Scale-First Approach to Database Design with Federations: Part 1 – Picking Federations and Picking the Federation Key

Scale-First Approach to Database Design with Federations: Part 1 – Picking Federations and Picking the Federation Key

Rate This
  • Comments 1

Lets defined Scale-First approach first: Many of the systems we built can take on various concerns into account; you could take different approaches to achieve lowest latencies, highest performance, high consistency or easy extensibility in your data model and database design. For example, with well known techniques like normalization, you get great consistency. However you can apply additional compromises and constraints to your design to gain much better scalability... This is exactly the focus of this post. Scale-first database design refers to these constraints to consider for best scalability of your system. Said another way, Scale-first database design considers ‘scalability’ as the top concern of your database design and applies these additional constraints to your data model and database design. Scale-first approach help you craft the model that will allow you to use federations in Windows Azure SQL Database and can get you both great scale combined with great economics.

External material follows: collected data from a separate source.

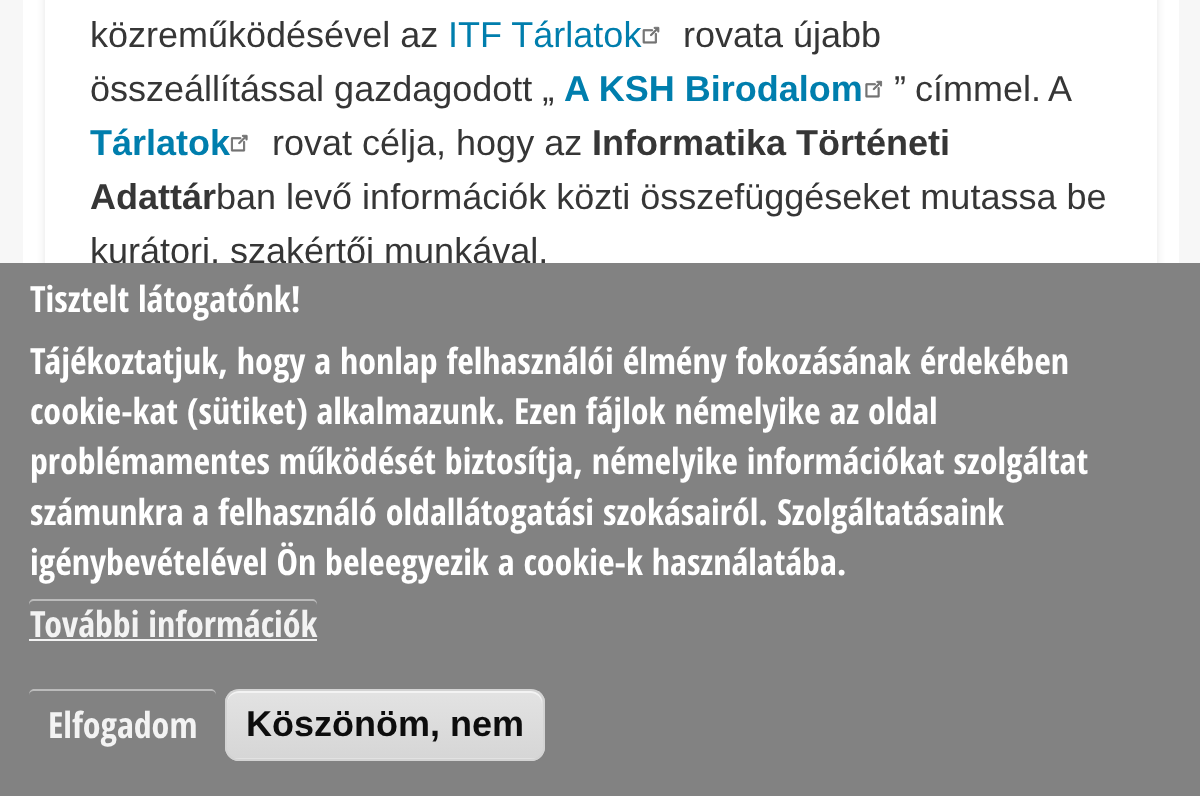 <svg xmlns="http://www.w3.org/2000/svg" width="1200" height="796">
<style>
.a{font:36px Liberation Sans;fill:#363636}
.b{font:36px Liberation Sans;fill:#007ead}
.c{font:bold 36px Liberation Sans;fill:#007ead}
.d{font:bold 36px Liberation Sans;fill:#363636}
.e{font:bold 36px Open Sans Condensed;fill:#fff}
.f{font:bold 36px Open Sans Condensed;fill:#f3f3f3}
.g{font:bold 36px Liberation Sans;fill:#0d0d0d}
</style>
<defs>
<clipPath id="clip1"><rect x="225" y="689" width="320" height="72" rx="14"/></clipPath>
<linearGradient id="g1" gradientUnits="userSpaceOnUse" x1="385" y1="691" x2="385" y2="758"><stop offset="0.05" stop-color="#e2e2e2"/><stop offset="1" stop-color="#d6d6d6"/></linearGradient>
<linearGradient id="g2" gradientUnits="userSpaceOnUse" x1="385" y1="758" x2="385" y2="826"><stop offset="0.05" stop-color="#e2e2e2"/><stop offset="1" stop-color="#d6d6d6"/></linearGradient>
</defs>
<rect width="100%" height="100%" fill="#f7f7f7"/>
<path fill="#fff" d="M23 0h1156v263H23z"/>
<rect fill="#0000001a" filter="blur(4.5px)" x="45" y="-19" width="1112" height="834" rx="5"/>
<path fill="#fff" d="M45 0h1112v263H45z"/>
<image href="1.png" x="642" y="26" width="18" height="18"/>
<image href="2.png" x="865" y="80" width="18" height="18"/>
<text class="a" x="90" y="47">közreműködésével az</text>
<text class="b" x="448" y="47">ITF Tárlatok</text>
<text class="a" x="683" y="47">rovata újabb</text>
<text class="a" x="90" y="101">összeállítással gazdagodott „</text>
<text class="c" x="564" y="101">A KSH Birodalom</text>
<text class="a" x="894" y="101" word-spacing="-1">” címmel. A</text>
<text class="c" x="90" y="155">Tárlatok</text>
<image href="3.png" x="230" y="134" width="18" height="18"/>
<text class="a" x="272" y="155">rovat célja, hogy az</text>
<text class="d" x="592" y="155">Informatika Történeti</text>
<text class="d" x="90" y="209">Adattár</text>
<text class="a" x="216" y="209">ban levő információk közti összefüggéseket mutassa be</text>
<text class="a" x="90" y="263">kurátori, szakértői munkával.</text>
<path fill="#828282" d="M0 263h1200v533H0z"/>
<text class="e" x="30" y="312">Tisztelt látogatónk!</text>
<text class="e" x="30" y="374">Tájékoztatjuk, hogy a honlap felhasználói élmény fokozásának érdekében</text>
<text class="e" x="30" y="424">cookie-kat (sütiket) alkalmazunk. Ezen fájlok némelyike az oldal</text>
<text class="e" x="30" y="474">problémamentes működését biztosítja, némelyike információkat szolgáltat</text>
<text class="e" x="30" y="525">számunkra a felhasználó oldallátogatási szokásairól. Szolgáltatásaink</text>
<text class="e" x="30" y="575">igénybevételével Ön beleegyezik a cookie-k használatába.</text>
<text class="f" x="30" y="637">További információk</text>
<path fill="#bbb" d="M34 601h279c2 0 4 2 4 4v-1c0-3-2-5-5-5h-278c-3 0-5 2-5 5v1c0-2 2-4 5-4z"/>
<path fill="#f3f3f3" d="M29 639h288v2H29z"/>
<path fill="#bbb" d="M34 691h178c2 0 4 2 4 4c0-3-1-5-4-6h-179c-3 1-4 3-4 6c0-2 2-4 5-4z"/>
<text class="f" x="48" y="738">Elfogadom</text>
<g clip-path="url(#clip1)">
<path fill="url(#g1)" d="M225 691h320v67H225z"/>
<path fill="url(#g2)" d="M225 758h320v3H225z"/>
</g>
<path fill="#f3f3f3" d="M238 693h293c6 0 11 5 11 11v-2c0-6-5-11-11-11h-293c-6 0-11 5-11 11v2c0-6 5-11 11-11z"/>
<rect fill="none" stroke="#d3d3d3" stroke-width="2" x="226" y="690" width="318" height="70" rx="13"/>
<text class="g" x="246" y="736">Köszönöm, nem</text>
</svg>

Scale-first approach does not require you to relearn database design from scratch. It is just an additional set of steps you apply while generating your data model. These additional steps help you configure your model for best scale characteristics. By picking your federations and federations key, you work in the scale-first principals into your data and database design. In other words, by picking federations and federation keys, you get to annotate the data model and your database objects with scale-out intent.

In a series of posts, I’ll walk through the process of designing, coding and deploying applications with federations. If you’d like to design a database with scalability in mind using sharding the technique, this post will also help you get there as well...

In case you missed earlier posts here is a quick definition of federation and federation key;

Federation is an object defined to scale out parts of your schema. Every database can have many federations. Federations use federation members which are regular sql azure databases to scale out your data in one or many tables and all associated rich programming properties like views, indexes, triggers, stored procs. Each federation has a name and a federation key which is also called a distribution scheme. Federation key or federation distribution scheme defines 3 properties;

  • A federation key label, help self document the meaning of the federation key like tenant_id or product_id etc. ,
  • A data domain to define the distribution surface for your data. In v1, data domains supported are INT, BIGINT, UNIQUEIDENTIFIER (guid) and VarBinary – up to 900 bytes.
  • A distribution style, to define how the data is distributed to the data domain. At this point distribution style can only be RANGE.

The scale First approach is an add-on set of steps to how you model your data so lets pick up from the point where you modeled your basic entities and objects in your database. Assume you are designed the AdventureWorks (AW) database. You have the entities at play like Stores, Customers, Orders, Products, SalesPeople etc and now you are thinking about how to scale it out…

Picking your Federations:

Picking your federations and federations keys is much like other steps of data modeling and database design processes like normalization. With the scale-first approach and federation concepts, you can come up with multiple alternatives that compromise to optimize for various parts of your workload. Here are these steps to help you come up with those alternatives and help you choose between these alternatives:

Step #1: Identify entities you want to scale out: You first identify the entities (collection of tables) in your database that is going to be the busiest parts of your traffic, that will be popular targets that will be hit by largest portion of your workload… That will be under pressure due to excessive resource requirements and needs scale out. These entities are your candidate federations in your design.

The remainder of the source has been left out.